Beginning the book by describing a vision of the reader as ‘generous and critical’, in possession of a ‘well-developed sense of humour’ and not fully convinced about the totalising and limited rhetoric which frames discussion of film and media images of the maternal, Bliss lays the foundation for the audacious provocations that sit at the heart of this book (28). One can almost hear the author take a deep breath before embarking on this meticulously researched and subtly articulated feminist critique of established film theory. Indeed, the central thesis of this book is that film theory, and feminist film theory in particular, have perpetuated a seemingly commonsense but problematic ‘assumption of an implicit patriarchal power that requires critique’ (13). Bliss situates this critique within debates that have cast the cinematic pregnant body and birthing body as only ever eroticised, demonised and objectified. As such, Bliss locates cinema and academic theory as key vehicles of the normalization and consolidation of gynophobia. Using a historically grounded and thoroughly informed interrogation of the relationship between the screen, the maternal imagination, theories of spectatorship, and figuration theory this book offers a perspective which, as Bliss suggests, ‘gestures towards an outside to patriarchy, cinema and visual culture’ in order to provide ‘a new entry point to critical debates about the perceptual effects of cinema and visual culture’ (15).

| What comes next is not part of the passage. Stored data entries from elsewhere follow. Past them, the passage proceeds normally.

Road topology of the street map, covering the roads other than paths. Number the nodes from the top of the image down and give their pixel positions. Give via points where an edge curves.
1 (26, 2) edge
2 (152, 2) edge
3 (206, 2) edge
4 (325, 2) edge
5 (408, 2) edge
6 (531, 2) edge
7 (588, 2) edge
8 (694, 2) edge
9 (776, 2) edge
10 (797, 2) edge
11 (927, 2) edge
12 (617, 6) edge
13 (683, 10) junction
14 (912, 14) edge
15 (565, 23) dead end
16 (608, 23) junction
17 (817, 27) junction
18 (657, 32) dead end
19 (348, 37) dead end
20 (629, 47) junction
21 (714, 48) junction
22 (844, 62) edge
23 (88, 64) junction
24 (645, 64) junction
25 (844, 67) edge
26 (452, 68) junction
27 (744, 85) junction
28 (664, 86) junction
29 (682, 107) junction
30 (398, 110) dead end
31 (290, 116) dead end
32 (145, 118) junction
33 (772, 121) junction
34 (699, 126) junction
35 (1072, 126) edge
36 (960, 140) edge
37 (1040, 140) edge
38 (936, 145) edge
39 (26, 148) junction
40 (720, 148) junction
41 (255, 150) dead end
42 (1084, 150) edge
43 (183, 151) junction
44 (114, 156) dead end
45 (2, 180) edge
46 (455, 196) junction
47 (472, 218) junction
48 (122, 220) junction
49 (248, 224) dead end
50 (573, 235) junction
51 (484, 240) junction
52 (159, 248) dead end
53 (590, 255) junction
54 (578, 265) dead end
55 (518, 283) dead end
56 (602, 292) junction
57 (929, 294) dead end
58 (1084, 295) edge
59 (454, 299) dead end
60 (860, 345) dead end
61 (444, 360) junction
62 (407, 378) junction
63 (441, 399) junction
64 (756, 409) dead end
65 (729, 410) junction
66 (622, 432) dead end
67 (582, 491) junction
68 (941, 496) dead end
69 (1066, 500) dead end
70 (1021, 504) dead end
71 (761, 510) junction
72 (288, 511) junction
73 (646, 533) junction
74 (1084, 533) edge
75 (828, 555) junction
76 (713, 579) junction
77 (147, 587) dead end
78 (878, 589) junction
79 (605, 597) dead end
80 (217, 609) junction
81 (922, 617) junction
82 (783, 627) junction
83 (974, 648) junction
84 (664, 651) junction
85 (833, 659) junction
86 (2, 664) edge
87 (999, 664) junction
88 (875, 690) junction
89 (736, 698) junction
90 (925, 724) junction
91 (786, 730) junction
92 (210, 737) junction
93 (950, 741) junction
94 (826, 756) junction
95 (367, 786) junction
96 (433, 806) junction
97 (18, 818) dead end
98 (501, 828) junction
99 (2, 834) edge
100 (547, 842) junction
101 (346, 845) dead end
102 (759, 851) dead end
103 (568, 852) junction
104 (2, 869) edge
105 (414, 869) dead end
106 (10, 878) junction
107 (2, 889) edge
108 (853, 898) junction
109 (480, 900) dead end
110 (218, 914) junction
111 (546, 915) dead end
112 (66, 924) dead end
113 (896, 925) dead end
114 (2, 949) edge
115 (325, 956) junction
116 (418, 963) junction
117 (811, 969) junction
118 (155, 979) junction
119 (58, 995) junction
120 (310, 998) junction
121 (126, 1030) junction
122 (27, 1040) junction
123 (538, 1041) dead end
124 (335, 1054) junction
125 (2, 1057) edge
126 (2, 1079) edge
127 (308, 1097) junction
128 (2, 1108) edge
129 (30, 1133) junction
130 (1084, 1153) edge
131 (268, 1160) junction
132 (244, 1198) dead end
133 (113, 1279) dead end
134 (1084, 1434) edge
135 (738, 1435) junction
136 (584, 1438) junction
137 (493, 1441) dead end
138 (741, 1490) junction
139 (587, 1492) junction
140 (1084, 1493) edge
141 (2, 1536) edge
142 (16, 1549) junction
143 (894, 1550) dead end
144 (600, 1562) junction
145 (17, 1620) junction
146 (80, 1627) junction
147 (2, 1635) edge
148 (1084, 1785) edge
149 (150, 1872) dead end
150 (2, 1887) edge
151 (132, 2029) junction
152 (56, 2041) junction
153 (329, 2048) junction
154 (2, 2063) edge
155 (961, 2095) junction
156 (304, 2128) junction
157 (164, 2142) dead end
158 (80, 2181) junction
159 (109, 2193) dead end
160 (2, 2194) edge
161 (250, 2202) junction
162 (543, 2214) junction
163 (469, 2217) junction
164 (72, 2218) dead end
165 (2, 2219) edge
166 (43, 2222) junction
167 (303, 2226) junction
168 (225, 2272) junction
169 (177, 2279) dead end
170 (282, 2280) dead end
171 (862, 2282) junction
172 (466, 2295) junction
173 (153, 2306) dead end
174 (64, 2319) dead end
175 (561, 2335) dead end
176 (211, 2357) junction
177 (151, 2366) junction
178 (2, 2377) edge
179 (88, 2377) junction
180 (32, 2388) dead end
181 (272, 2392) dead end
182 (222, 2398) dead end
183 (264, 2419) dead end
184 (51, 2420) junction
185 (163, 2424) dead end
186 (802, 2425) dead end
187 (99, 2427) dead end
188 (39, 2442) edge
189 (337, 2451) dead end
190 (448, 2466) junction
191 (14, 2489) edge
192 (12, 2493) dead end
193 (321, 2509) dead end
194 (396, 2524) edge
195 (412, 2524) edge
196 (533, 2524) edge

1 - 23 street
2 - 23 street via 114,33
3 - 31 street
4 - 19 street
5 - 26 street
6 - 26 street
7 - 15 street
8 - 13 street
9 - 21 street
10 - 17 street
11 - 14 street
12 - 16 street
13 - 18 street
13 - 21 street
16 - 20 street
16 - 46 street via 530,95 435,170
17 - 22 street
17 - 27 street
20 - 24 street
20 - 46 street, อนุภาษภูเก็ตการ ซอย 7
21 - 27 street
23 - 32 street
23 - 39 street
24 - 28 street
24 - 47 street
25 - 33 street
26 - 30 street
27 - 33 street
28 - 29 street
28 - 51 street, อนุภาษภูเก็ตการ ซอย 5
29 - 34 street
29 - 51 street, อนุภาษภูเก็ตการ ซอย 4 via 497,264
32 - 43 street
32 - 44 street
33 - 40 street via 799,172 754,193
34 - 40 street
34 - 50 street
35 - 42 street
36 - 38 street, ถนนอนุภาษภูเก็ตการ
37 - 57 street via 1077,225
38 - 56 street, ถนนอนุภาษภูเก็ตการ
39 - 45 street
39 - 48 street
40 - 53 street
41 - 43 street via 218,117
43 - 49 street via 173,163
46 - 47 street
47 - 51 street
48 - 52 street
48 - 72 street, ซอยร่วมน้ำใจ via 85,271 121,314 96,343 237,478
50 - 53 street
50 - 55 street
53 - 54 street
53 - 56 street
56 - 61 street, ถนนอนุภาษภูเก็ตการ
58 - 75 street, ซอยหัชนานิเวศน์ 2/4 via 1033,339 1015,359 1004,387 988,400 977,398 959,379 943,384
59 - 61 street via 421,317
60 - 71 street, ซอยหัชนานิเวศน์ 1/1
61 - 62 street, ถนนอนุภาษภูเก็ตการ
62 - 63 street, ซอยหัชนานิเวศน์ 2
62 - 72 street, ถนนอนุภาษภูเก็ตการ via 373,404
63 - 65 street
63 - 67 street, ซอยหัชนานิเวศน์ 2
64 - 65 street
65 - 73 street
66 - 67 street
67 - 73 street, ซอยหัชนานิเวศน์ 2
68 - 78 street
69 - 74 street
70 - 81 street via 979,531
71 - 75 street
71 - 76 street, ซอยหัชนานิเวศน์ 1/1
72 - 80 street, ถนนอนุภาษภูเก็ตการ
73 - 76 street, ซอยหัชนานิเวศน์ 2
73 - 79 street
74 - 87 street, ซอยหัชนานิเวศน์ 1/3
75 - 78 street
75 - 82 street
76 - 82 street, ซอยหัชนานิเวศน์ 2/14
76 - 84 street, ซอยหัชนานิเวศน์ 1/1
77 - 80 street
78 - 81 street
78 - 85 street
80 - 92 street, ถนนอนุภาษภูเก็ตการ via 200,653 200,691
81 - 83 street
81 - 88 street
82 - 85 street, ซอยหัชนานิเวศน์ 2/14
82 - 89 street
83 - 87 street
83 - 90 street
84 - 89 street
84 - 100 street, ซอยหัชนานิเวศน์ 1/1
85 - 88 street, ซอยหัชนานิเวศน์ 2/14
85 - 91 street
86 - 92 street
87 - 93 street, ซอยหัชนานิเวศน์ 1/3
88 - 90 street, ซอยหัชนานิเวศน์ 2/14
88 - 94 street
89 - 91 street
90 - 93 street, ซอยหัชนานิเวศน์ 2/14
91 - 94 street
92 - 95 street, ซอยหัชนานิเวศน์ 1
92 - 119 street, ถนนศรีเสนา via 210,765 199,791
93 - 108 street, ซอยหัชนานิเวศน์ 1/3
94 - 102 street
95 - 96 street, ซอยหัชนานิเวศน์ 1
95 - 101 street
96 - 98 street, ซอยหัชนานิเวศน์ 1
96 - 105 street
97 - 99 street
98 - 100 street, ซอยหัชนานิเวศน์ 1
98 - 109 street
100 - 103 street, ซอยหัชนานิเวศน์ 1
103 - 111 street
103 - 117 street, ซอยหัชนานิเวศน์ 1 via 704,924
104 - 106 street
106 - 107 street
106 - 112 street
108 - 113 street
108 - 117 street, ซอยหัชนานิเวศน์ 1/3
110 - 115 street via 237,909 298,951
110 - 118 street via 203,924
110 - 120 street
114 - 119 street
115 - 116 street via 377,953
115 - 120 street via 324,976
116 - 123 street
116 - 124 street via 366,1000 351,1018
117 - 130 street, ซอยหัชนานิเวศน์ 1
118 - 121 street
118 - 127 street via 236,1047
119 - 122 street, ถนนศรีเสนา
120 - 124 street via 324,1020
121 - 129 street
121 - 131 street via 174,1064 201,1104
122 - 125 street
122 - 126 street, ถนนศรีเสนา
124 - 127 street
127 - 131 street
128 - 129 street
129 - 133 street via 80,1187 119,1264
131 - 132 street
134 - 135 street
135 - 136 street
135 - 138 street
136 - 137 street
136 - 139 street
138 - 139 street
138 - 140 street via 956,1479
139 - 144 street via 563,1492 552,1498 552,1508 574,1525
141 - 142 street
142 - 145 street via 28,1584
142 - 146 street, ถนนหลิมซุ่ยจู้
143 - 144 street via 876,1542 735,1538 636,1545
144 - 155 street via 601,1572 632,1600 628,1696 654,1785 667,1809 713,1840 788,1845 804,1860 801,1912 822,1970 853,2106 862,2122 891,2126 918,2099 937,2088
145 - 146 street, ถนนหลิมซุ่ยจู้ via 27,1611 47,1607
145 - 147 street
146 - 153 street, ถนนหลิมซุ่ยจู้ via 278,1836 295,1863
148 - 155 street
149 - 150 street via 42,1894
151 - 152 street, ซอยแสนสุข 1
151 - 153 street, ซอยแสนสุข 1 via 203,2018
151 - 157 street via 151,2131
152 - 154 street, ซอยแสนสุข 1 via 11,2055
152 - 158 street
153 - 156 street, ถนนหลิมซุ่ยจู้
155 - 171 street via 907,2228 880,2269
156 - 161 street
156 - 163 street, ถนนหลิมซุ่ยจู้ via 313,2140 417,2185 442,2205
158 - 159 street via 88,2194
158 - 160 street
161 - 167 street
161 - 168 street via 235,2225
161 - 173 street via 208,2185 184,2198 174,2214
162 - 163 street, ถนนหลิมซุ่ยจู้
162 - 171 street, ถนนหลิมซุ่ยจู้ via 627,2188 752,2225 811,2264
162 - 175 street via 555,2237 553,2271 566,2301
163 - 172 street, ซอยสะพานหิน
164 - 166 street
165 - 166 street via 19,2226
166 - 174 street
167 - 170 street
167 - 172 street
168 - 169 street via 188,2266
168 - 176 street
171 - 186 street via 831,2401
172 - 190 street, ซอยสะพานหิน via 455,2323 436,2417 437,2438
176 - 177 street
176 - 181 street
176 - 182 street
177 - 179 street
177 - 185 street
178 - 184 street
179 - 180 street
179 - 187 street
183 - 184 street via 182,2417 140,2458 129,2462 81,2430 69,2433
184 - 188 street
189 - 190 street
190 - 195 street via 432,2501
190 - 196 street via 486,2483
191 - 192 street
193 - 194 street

Although previous research has drawn attention to the imbrication of the maternal and birth in the language of early film practices, theories and cultures (Fischer 1996), Bliss consolidates the link by drawing parallels between the technical capacity of the film camera to the historical figure of the witch and the pregnant women. The cultural and academic coupling of these two female figures is not unusual— both have traditionally been viewed as historical touchstones for locating gynophobia and misogyny. However, for Bliss, the interconnectedness of the witch and pregnant woman is significant not because of the way they have been traditionally framed as demonised and non-agentic female figures, but rather because of the ‘power’ ascribed to them to alter the foetal body. Drawing attention to the theory of maternal impressions (a historical belief that pregnant women, when looking at art or other objects, could also manipulate and alter the foetal body image) and historical discourses which cast the witch as having the capacity to imagine change on the body of the unborn child, Bliss effectively lifts these women from a position of derogation and objectification to one where they have subjectivity and agency.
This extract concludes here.